The Digital Age
Author : Nick Gonzales
“You heard they finally nailed teleportation?”
“No.”
“Yeah, just yesterday.”
“For real?”
“Fo rizzle.”
I turn to look at Billiam, his eyes lit up expectantly as he leans towards me across the table. His face is twisted into his characteristic grin of childlike excitement. An off-putting grin, but not without some charm. You’d think he had just told me we had finally put another man on the moon.
Today, Billiam’s hair is fluorescent green, with streaks of pink, symmetrically arranged into eight spikes. Mine is the same color, but I did mine in the sink.
“No, I mean, like, for _real_?”
“Of course for real. Teleported a small little mouse all the way from New York to Atlantis,” he beams.
I can actually feel my hopes fall.
“What do you mean ‘of course’?” I sigh. “Atlantis?”
“What? What’s wrong with Atlantis?”
A female white Bengal tiger slowly trots by the table, followed by a small pack of screaming children. The smallest, a girl of probably about four years, dives forward and grabs the rare cat by its tail until it pauses, allowing her to jump astride it in a practiced motion. Kicking her heels into its side wildly, the girl hoots as the cat resumes its walk. A quick check of Wikipedia informs me that the Panthera tigris is an apex predator and obligate carnivore, native to East and South Asia. I don’t believe San Diego is located within either region… but it gets hard to tell sometimes.
The sky darkens momentarily as a dragon flies overhead. Or maybe it was a plane.
“Hey, Robin.” Billiam calls me back to the conversation.
“Sorry, what?”
“I said what’s wrong with Atlantis?”
“Um, Atlantis isn’t a real place…”
I’m 65% sure that Billiam is a hologram.
Officially, there are no sentient holographic images yet. Officially. But the problem with an obligatory collective conscious web is the lack of filterization. The Resonance is beyond this sort of control. The holos were introduced at least a year ago.

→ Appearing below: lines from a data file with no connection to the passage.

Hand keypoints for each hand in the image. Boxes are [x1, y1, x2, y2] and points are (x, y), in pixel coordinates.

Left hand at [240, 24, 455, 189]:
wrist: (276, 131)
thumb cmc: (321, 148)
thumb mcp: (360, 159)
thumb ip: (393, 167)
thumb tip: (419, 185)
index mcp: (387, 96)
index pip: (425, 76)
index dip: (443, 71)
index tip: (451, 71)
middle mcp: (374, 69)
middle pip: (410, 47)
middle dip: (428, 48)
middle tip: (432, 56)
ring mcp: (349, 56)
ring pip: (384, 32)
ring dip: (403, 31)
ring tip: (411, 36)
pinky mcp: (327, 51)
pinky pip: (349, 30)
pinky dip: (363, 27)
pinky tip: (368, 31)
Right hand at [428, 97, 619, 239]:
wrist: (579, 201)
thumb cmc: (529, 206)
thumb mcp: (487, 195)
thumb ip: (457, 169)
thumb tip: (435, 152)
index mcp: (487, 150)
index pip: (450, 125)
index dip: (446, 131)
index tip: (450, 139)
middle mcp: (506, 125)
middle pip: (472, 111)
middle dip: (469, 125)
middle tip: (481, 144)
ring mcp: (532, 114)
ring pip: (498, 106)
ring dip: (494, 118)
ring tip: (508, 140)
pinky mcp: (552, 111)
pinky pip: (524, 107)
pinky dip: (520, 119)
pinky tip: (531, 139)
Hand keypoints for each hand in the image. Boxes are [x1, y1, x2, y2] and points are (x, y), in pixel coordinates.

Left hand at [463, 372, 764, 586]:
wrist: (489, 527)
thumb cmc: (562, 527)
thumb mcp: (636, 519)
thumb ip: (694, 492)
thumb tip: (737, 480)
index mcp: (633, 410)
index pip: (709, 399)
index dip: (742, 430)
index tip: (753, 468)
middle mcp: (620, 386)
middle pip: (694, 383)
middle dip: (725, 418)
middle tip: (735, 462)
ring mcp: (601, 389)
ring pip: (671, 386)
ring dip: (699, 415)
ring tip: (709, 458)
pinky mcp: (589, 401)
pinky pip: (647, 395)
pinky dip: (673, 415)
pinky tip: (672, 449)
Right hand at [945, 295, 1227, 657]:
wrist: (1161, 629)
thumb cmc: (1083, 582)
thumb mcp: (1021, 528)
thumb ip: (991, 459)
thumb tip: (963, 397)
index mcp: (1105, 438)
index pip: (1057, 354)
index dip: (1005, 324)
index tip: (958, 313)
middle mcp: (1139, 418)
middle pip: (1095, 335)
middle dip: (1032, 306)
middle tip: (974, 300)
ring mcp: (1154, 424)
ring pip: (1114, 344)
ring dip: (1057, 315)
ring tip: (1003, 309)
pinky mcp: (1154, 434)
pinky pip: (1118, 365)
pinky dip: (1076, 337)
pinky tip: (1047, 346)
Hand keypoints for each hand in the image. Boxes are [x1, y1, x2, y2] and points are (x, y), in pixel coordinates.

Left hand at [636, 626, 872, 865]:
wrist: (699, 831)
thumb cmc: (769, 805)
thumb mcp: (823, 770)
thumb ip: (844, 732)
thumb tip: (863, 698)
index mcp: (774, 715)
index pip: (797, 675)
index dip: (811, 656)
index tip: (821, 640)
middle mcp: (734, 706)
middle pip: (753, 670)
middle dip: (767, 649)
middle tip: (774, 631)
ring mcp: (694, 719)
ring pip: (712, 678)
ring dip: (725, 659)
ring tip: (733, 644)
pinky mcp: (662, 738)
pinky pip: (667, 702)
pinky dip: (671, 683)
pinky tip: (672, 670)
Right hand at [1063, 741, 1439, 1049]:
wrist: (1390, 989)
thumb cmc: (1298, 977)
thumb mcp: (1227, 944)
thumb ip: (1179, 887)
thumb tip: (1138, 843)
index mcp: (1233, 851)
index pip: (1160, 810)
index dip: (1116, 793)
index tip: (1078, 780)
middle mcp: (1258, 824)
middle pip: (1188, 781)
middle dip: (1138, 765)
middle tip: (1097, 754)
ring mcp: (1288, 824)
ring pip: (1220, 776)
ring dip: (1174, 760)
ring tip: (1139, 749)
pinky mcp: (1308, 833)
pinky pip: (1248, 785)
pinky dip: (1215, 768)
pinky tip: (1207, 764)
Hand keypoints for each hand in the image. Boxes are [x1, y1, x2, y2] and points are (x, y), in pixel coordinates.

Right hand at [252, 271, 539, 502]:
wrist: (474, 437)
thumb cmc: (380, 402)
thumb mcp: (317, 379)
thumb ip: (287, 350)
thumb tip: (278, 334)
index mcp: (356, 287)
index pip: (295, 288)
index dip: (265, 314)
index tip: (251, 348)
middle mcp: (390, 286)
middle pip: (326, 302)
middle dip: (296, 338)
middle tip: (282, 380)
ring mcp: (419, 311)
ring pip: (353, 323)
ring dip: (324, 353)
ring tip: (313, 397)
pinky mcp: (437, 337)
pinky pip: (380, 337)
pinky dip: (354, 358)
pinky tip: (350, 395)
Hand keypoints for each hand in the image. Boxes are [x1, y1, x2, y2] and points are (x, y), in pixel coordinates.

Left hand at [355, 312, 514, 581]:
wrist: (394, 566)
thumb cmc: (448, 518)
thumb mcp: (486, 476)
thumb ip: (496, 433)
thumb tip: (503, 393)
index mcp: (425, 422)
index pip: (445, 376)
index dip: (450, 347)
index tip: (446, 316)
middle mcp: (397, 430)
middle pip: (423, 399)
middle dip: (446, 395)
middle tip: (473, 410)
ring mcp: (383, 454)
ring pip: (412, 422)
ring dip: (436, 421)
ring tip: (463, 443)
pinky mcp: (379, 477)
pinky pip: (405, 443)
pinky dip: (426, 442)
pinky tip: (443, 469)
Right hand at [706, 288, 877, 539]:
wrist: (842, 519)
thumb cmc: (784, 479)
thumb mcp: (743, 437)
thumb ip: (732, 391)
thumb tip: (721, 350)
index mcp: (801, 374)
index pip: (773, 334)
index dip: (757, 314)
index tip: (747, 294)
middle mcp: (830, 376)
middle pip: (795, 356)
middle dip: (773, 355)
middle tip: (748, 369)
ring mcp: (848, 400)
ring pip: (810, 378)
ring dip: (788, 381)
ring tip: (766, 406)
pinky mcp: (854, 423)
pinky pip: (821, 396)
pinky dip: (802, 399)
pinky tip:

Billiam scoffs and falls back into his grin. “What do you mean not a real place? Didn’t we go there last year for Spring Break?”
“Well, yeah.”
“So what’s the problem?”
“Come on, man. We all know Atlantis is no more real than that tiger. The island nation belonging to Poseidon that sunk into the ocean eleven thousand years ago. The Atlantic Ocean, I might add.”
“Quoting Wikipedia again?”
“Paraphrasing. Please.”
“You know, I don’t get you sometimes. So much reliance on the Resonance, and yet you doubt it so.”
My problem is not with the holos. I’ve been to Atlantis, that digital paradise twelve miles off the coast of California, with its attractive native population, perfect weather, and exotic architecture.
But is anyone building anything real anymore? What is the benefit in building something when it can all be programmed into the collective consciousness? Are there any real hairstylists anymore? Actual pet shops?
It is easy to become paranoid, growing up in a society raised on science fiction. But this isn’t the Matrix. The world is still real so far, I was alive before the Resonance was activated.
But I wonder what all of the physical scientists are doing now that computer science has taken over the world? What does it even mean when you teleport a living creature to a place that doesn’t exist?
I have been to Atlantis, I realize with a start. What does that mean?
“You there, Robin?”
I’m 65% sure that Billiam is a hologram.
And what is the benefit in being human in this digital age?